Outrage as council describes unofficial soup kitchens as 'a bad idea'
- Manchester City Council's tweet confuses and angers many
- Charities and the public make their feelings known about homeless situation
- Tweet said soup kitchens 'attract unscrupulous people'
A Manchester City Council tweet about unofficial soup kitchens has provoked an intense public reaction.
The Twitter post was was sent out as part of a thread with the intention of letting the public know about the best and most efficient ways they could help homeless people.
Unofficial soup kitchens are also a bad idea, because they attract unscrupulous people who prey on our most vulnerable people, often dealing drugs to them or exploiting them.— Manchester City Council (@ManCityCouncil) November 6, 2018
There was a swift reaction online from charities and members of the public alike.
This is a shameful attitude from our council the out reach groups and individuals DO HELP the ones these groups refuse because of other issues eg ptsd anxiety etc these people may not be comfortable in crowds and then the ones with pets too are not helped apart from by these folk— Angela Siddall (@angelasiddall28) November 7, 2018
You are so wrong on so many levels. These teams of people who go out of their own way to help give out hot food drinks clothing in all weather because the system has failed them. You should be applauding them not criticising them .— Reddevil76 (@Topps1765) November 6, 2018
Damon Spillane, who is a part of Homeless Project Manchester, said of the tweet: “We felt deflated by the comments made by the council as we are only trying to help and do something positive.
U should be applauding outreach teams who are helping people where the system has failed them plus if it wasn’t for teams like ours a lot of these vulnerable people wouldn’t know where they can go for help or what times etc— Homeless Project Manchester (@HPManchester) November 6, 2018
“No matter if you are a registered charity or an unofficial soup kitchen it is possible to come across problems in Manchester. To say it is the [unofficial] soup kitchens that are attracting this type of behaviour is ridiculous,” said Damon.
Homeless Project Manchester is a self-funded, unofficial organisation. It collects donated items such as food, clothes, sleeping bags and toiletries and delivers them to people on the street in the city centre. The project works with other organisations in an effort to reach as many people as possible.
Members have even paid for hostels out of their own pocket in order to put people up for the night in extreme circumstances.
A spokesperson for Manchester City Council said: "The tweet sent out by the council referencing soup kitchens should not be viewed in isolation.It was one of 10 tweets sent out in a thread intended to explain the extensive support available for people who are sleeping rough and the best ways for members of the public to help.
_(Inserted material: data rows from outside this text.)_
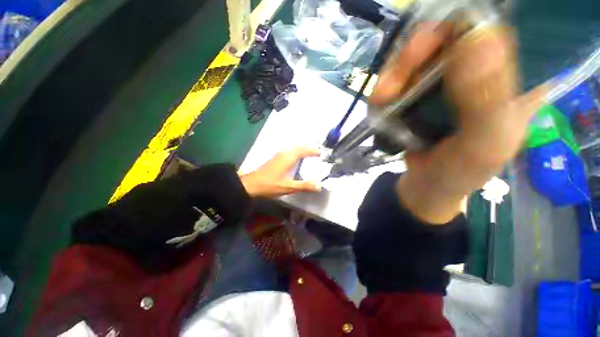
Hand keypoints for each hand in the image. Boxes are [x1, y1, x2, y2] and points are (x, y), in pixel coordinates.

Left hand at [240, 147, 321, 197]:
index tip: (322, 152)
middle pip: (299, 147)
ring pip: (294, 148)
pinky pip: (290, 151)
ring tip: (311, 154)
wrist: (250, 185)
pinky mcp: (275, 158)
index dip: (313, 151)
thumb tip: (319, 185)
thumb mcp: (288, 187)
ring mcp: (279, 155)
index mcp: (288, 157)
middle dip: (309, 148)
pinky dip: (297, 152)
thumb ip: (304, 186)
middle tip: (319, 152)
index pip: (304, 150)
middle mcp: (284, 153)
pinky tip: (298, 158)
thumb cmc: (269, 185)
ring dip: (303, 149)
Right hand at [371, 24, 546, 223]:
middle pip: (447, 33)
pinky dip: (385, 86)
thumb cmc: (462, 171)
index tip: (433, 45)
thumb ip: (487, 99)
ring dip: (393, 74)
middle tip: (393, 82)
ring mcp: (445, 78)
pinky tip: (381, 102)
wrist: (427, 184)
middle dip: (415, 53)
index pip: (496, 28)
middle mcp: (481, 68)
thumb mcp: (483, 142)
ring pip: (417, 53)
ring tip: (382, 98)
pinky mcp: (419, 91)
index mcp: (513, 78)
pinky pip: (399, 75)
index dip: (462, 26)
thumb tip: (479, 39)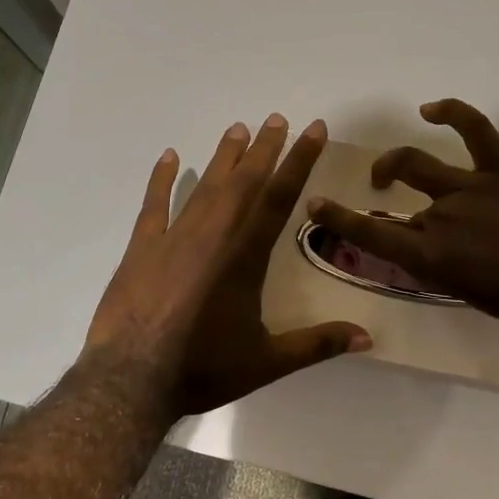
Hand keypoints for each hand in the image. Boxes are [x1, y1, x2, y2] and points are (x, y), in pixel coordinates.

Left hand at [85, 115, 368, 419]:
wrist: (131, 380)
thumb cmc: (203, 368)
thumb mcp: (267, 362)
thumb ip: (317, 344)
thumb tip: (367, 339)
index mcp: (246, 256)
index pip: (280, 197)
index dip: (299, 160)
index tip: (313, 129)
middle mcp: (214, 235)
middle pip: (244, 182)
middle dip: (264, 148)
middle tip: (276, 118)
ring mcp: (174, 238)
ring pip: (205, 186)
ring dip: (224, 157)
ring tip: (237, 128)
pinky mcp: (142, 248)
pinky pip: (154, 204)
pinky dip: (162, 179)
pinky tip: (169, 157)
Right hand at [307, 99, 498, 341]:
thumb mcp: (474, 295)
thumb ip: (445, 268)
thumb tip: (432, 249)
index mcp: (432, 258)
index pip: (372, 235)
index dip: (339, 219)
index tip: (315, 205)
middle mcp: (442, 218)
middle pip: (402, 204)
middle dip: (385, 199)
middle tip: (380, 198)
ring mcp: (472, 189)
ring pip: (419, 163)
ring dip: (396, 161)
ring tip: (388, 167)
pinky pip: (475, 131)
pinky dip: (452, 112)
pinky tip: (432, 109)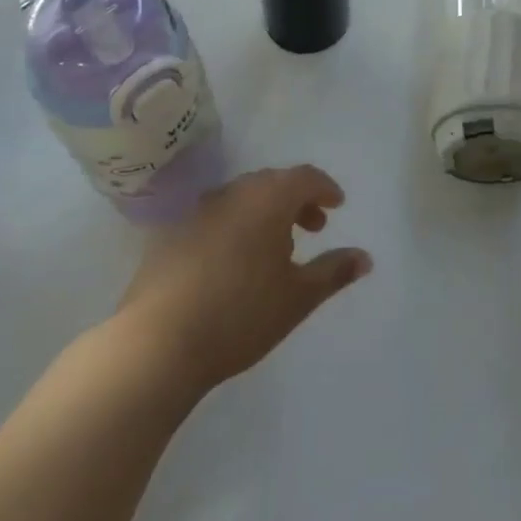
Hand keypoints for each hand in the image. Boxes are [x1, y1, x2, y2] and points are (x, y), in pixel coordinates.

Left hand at [113, 164, 371, 393]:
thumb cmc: (240, 314)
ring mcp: (198, 211)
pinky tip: (235, 263)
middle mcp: (233, 192)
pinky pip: (216, 218)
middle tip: (313, 227)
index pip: (304, 177)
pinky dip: (236, 227)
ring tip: (276, 248)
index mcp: (268, 198)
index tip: (337, 205)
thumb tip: (365, 257)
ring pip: (242, 199)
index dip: (324, 188)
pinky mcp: (171, 234)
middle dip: (297, 201)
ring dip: (265, 214)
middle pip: (273, 184)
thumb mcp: (297, 297)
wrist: (156, 343)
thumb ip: (334, 272)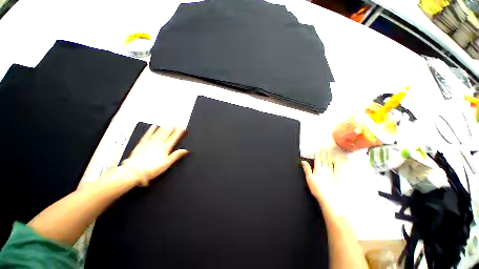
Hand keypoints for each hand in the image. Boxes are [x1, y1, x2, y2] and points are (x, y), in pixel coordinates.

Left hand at [121, 125, 188, 185]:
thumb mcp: (167, 164)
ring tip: (168, 124)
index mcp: (165, 148)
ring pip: (158, 133)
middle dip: (172, 128)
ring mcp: (149, 143)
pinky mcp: (142, 144)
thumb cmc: (151, 169)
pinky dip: (151, 130)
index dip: (179, 132)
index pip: (174, 138)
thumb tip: (185, 150)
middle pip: (166, 134)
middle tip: (176, 124)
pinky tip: (154, 126)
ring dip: (164, 128)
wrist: (134, 172)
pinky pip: (147, 135)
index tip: (183, 127)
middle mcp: (158, 144)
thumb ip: (176, 155)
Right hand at [301, 149, 336, 205]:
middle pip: (324, 159)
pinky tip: (338, 161)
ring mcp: (331, 173)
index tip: (317, 150)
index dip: (317, 154)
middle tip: (324, 148)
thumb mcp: (309, 178)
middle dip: (323, 153)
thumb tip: (303, 162)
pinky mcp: (336, 177)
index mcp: (318, 169)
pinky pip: (337, 168)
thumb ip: (307, 169)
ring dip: (329, 156)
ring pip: (330, 162)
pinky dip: (337, 164)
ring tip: (329, 152)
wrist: (328, 197)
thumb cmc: (318, 189)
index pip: (317, 159)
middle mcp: (325, 169)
"In many cases people who sleep rough have a range of complex needs. They could have debt problems, have been the victim of abuse, have mental health issues or be addicted to drugs or alcohol. At council or partnership-run services there are specialists trained to tackle these issues and begin the process which will hopefully get a person off the streets for good.”
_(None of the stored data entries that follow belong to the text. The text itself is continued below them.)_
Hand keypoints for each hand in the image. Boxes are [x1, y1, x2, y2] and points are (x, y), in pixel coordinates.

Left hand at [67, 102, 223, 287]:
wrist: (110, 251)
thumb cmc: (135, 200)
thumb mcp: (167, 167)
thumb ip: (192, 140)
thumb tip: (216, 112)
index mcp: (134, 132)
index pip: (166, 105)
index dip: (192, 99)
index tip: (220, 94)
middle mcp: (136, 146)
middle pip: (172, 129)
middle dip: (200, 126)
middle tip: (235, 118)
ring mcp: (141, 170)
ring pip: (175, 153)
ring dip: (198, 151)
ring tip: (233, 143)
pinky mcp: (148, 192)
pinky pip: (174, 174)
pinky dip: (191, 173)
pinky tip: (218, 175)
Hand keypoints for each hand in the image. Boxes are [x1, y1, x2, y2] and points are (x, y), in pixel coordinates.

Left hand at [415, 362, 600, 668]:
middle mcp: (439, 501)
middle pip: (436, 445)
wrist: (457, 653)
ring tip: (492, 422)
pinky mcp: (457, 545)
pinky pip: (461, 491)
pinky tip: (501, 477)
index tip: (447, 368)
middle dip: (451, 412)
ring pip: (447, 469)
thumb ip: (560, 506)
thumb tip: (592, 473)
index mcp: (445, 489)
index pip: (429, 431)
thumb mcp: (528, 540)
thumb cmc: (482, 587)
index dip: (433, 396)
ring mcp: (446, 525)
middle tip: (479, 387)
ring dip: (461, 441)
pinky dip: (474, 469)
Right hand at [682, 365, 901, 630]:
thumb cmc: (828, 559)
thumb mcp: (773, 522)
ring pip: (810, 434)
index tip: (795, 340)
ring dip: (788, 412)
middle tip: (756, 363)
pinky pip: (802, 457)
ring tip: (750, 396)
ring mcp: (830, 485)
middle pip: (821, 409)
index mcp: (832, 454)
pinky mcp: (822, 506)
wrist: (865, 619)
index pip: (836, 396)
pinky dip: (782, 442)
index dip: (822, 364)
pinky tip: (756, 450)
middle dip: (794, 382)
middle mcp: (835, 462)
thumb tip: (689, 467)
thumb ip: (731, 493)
Damon added: “They need to make it easier for people to get emergency accommodation. Last year we had a few people who needed shelter for the night while we had the really bad weather with the snow and cold hitting us.”
He said many homeless people he comes across describe how they have to jump through hoops to get temporary accommodation. This often leads to them giving up and sleeping on the streets.
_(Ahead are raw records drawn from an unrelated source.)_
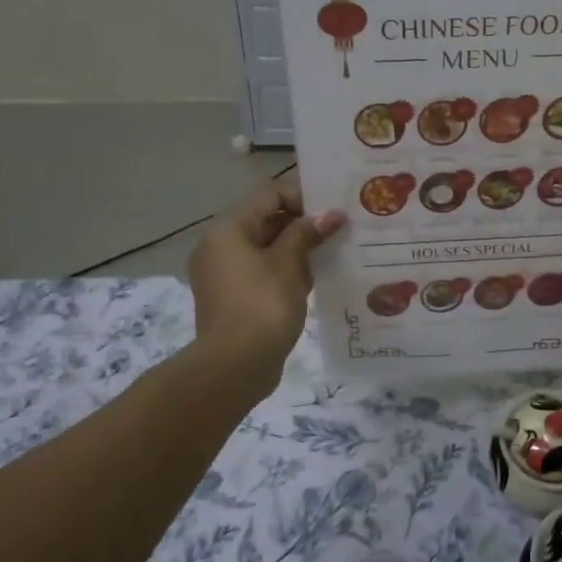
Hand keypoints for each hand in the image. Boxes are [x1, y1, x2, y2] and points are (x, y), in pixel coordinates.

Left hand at [188, 177, 343, 382]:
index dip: (303, 196)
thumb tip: (331, 214)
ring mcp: (224, 274)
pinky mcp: (234, 298)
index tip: (334, 209)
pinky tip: (318, 276)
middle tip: (341, 228)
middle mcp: (220, 246)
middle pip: (266, 220)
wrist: (235, 366)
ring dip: (298, 248)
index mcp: (228, 230)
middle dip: (303, 223)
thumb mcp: (289, 265)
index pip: (268, 195)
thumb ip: (307, 234)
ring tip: (335, 250)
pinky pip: (263, 272)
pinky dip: (288, 270)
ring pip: (267, 248)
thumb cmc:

“Why can't everyone just work together?” he said.
The council added: "It is testament to the kindness of the people of Manchester there are so many willing to help, but without the links to dedicated support services, those offering hot food and drinks will not be able to address the issues which keep people on the streets.
"This is not just our view, but that of many of the charities and organisations working to help homeless people in Manchester.”